認知症には記憶や言語、判断力や情緒といった特徴的な初期症状があります。
本記事ではその症状について解説します。
認知症の初期症状について
認知症の初期症状は、人によってもその認知症の種類によっても様々です。
一般的に見られる症状としては次のようなものがあげられます。
- 記憶障害
- 言語の問題
- 判断力の低下
- 情緒的変化
- 理解力や思考力の低下
- 方向感覚の喪失
- 行動の変化
記憶障害
認知症の最も代表的な症状で、物忘れが起こります。
最初は、日常生活での小さな忘れ物が増えることが多く、進行すると、家族や友人の名前や顔を忘れることもあります。
また、同じ話を何度も繰り返したり、同じ質問を何度もすることもあります。
言語の問題
また認知症では言葉の意味を理解することが難しくなります。
最初は、適切な単語を思い出せなくなることが多く、進行すると、文章を理解できなくなることもあります。
そのため自分の思いをうまく言葉にできなくなることもあり、会話についていくのが難しくなったり、話すことに支障をきたすこともあります。
判断力の低下
認知症の方は、物事を正しく判断することが難しくなります。
例えば、お金の計算ができなくなったり、危険な行動をとることがあります。
最初は、買い物の支払いが難しくなることが多く、進行すると、信号や踏切を渡るタイミング、乗り物の運転などのシチュエーションでも素早い状況理解や判断が必要なため注意が必要です。
情緒的変化
加えて怒りっぽくなったり、不安感やうつ病のような情緒的な変化が現れることがあります。
最初は、楽しみだった活動をやめてしまうことが多く、進行すると、人付き合いを避けるようになり、やる気がなくなり無関心になることもあります。
理解力や思考力の低下
認知症の方は、物事を素早く適切に理解し、判断することが難しくなります。
特に信号や踏切を渡るタイミング、乗り物の運転などのシチュエーションでは素早い状況理解や判断が必要なため注意が必要です。
高齢者の方の交通事故や交通トラブルが多い原因は、この理解力や思考力の低下によるものです。
急かされなければ適切な理解や判断ができることもありますが、やはり周囲のサポートは必須になります。
方向感覚の喪失
認知症の方は、道に迷ったり、家に帰れなくなることがあります。
最初は、家の周りで迷うことが多く、進行すると、自宅の場所やトイレがどこかもわからなくなります。
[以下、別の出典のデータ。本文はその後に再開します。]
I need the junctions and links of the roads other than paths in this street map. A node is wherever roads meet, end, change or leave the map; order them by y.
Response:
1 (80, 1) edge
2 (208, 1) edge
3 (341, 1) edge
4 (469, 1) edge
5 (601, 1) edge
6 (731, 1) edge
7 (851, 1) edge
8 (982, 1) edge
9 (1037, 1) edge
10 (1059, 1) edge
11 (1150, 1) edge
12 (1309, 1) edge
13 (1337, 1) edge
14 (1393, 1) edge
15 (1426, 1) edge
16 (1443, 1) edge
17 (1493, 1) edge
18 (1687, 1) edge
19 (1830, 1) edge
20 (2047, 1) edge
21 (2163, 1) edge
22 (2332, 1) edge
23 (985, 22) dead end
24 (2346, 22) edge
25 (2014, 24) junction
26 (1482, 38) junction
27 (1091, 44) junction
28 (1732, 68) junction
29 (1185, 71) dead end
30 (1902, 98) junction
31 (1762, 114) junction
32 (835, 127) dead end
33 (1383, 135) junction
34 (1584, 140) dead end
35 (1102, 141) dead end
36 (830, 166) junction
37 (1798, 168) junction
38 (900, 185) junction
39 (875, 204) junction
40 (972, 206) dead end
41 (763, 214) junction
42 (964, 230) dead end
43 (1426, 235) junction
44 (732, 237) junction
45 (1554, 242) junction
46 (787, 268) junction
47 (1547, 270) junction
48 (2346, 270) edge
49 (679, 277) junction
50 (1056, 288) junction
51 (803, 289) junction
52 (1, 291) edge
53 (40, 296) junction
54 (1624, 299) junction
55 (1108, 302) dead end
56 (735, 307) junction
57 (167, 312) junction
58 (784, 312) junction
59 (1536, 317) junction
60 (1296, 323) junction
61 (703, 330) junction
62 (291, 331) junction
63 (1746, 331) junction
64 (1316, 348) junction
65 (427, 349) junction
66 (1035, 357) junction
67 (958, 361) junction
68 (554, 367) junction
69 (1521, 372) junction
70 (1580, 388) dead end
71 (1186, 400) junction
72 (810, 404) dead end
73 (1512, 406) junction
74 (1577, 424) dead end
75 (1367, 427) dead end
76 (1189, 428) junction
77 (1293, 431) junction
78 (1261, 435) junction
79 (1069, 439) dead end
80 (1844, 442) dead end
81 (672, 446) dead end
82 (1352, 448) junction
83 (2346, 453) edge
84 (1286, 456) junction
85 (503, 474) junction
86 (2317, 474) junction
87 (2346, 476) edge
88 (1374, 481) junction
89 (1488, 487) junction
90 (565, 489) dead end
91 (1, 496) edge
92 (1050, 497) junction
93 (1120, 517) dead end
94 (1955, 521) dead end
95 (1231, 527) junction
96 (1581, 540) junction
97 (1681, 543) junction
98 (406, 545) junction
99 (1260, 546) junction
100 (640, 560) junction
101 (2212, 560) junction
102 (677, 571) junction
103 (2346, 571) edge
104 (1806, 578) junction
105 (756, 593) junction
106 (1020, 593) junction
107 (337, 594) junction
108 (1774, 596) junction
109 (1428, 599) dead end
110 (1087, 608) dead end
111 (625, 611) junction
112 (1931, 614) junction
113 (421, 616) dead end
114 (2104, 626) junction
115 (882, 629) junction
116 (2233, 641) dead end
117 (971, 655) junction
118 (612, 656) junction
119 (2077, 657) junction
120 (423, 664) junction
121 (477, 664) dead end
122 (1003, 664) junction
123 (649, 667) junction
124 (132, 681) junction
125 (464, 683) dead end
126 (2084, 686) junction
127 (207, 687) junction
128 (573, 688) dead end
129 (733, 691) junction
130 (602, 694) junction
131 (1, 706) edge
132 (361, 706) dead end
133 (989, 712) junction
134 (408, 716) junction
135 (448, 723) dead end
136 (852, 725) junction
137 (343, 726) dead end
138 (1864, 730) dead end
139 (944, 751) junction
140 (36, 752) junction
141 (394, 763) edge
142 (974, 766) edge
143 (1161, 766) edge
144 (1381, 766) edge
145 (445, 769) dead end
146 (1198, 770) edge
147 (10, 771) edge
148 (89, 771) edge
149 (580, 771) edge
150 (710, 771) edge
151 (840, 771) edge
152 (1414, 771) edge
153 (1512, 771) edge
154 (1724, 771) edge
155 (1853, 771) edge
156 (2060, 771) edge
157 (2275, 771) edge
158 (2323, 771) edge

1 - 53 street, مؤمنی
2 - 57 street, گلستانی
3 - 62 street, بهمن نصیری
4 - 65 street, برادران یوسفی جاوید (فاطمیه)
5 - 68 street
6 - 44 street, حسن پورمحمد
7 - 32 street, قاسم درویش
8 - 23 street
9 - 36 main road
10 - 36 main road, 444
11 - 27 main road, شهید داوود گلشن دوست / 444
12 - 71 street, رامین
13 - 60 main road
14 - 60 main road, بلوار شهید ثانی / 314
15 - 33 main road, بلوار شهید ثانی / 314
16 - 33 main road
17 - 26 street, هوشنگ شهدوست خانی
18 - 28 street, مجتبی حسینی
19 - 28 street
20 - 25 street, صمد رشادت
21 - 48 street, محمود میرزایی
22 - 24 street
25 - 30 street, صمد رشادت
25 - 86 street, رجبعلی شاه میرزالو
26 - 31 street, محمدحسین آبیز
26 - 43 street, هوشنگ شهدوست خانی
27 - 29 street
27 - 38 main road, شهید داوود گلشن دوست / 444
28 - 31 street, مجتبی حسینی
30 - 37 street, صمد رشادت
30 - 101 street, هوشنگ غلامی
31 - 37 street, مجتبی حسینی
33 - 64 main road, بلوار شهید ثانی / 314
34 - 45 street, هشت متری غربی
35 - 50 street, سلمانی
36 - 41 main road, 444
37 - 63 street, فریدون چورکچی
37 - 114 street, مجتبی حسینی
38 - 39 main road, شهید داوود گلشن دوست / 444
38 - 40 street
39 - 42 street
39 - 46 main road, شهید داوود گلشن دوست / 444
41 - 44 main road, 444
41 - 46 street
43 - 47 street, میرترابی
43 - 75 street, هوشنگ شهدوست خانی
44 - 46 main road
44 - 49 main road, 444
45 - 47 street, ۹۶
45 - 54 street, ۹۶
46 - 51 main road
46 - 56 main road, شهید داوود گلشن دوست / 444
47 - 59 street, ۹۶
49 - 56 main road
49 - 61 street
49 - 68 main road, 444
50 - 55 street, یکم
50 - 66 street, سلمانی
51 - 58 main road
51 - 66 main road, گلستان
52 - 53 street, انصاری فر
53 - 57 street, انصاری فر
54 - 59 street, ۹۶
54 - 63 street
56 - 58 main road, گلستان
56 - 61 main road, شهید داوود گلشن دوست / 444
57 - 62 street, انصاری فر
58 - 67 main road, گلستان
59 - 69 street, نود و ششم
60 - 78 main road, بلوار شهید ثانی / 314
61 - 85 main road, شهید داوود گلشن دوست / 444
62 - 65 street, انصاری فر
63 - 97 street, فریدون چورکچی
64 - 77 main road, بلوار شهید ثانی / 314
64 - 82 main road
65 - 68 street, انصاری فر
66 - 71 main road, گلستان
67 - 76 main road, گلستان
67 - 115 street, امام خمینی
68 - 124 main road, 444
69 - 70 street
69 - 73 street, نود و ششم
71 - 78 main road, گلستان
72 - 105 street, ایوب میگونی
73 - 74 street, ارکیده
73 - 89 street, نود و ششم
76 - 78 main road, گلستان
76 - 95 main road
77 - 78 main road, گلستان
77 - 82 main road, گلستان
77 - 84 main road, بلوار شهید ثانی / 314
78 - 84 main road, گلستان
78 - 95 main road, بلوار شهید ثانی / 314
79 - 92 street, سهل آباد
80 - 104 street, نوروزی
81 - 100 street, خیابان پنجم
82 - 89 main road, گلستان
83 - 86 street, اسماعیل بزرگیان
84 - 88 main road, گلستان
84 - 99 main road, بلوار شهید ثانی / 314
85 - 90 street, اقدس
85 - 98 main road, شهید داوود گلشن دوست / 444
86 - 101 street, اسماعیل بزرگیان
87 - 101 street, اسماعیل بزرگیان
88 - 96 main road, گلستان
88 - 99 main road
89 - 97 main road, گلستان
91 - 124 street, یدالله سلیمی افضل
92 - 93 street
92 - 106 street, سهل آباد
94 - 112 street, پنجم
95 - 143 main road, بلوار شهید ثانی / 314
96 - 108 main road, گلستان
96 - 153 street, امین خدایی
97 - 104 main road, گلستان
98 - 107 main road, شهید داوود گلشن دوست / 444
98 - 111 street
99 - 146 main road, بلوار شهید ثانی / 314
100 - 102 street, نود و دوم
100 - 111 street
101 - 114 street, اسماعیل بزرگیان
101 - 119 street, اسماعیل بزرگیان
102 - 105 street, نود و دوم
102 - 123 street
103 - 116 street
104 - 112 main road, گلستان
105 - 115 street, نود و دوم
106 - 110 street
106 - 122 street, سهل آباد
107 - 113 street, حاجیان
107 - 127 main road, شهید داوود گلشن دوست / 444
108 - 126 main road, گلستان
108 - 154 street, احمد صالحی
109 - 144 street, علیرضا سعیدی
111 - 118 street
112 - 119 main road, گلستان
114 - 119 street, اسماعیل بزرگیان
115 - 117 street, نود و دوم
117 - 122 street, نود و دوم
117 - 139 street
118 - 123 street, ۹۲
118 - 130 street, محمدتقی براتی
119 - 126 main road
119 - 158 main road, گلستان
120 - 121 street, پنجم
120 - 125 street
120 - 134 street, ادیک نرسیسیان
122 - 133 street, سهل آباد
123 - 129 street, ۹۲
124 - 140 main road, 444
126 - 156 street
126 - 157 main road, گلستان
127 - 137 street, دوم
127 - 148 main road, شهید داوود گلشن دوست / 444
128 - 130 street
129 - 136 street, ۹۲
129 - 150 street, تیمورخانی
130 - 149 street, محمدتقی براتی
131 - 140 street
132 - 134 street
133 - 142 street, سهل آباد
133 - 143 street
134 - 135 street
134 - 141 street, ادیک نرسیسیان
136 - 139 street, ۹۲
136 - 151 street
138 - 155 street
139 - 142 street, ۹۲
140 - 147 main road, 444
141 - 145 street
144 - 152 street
さらに進行すると最終的には、近所の人や家族もわからなくなります。
行動の変化
認知症の方は、行動が変わることがあります。
最初は、同じ行動の繰り返しや、物事の順序がおかしくなることが多く、進行すると、徘徊や暴力などの行動異常が現れることがあります。
認知症の初期症状について知っておくべき理由
リハビリセラピストが認知症の初期症状について知っておくべき理由として…
- 早期発見と介入
- 適切なサポートと計画の提供
- 原因特定と他の可能性の排除
…という観点から解説します。
早期発見と介入
認知症の初期症状を早期に認識することで、できるだけ早く介入し、治療を開始することができます。
早期介入は、症状の進行を遅らせる可能性があり、生活の質をできるだけ長く維持する助けになる可能性があります。
適切なサポートと計画の提供
初期症状を知っておくことで、患者とその家族に対して適切なサポートを早期に提供することができます。
これには、日常生活での活動の調整、治療計画の立案、将来への準備などが含まれます。
例えば、財務計画、生活環境の安全性の向上、法的文書の整備などを計画的に進めることが可能です。
原因特定と他の可能性の排除
初期症状が認知症かどうかを特定することは、他の治療可能な病状との区別を可能にします。
たとえば、うつ病やビタミンの欠乏、薬物反応、甲状腺機能異常など、認知機能の低下を引き起こす可能性のある他の条件も同様の症状を引き起こすことがあります。
早期にこれらを排除することで、より適切な治療計画の策定につながります。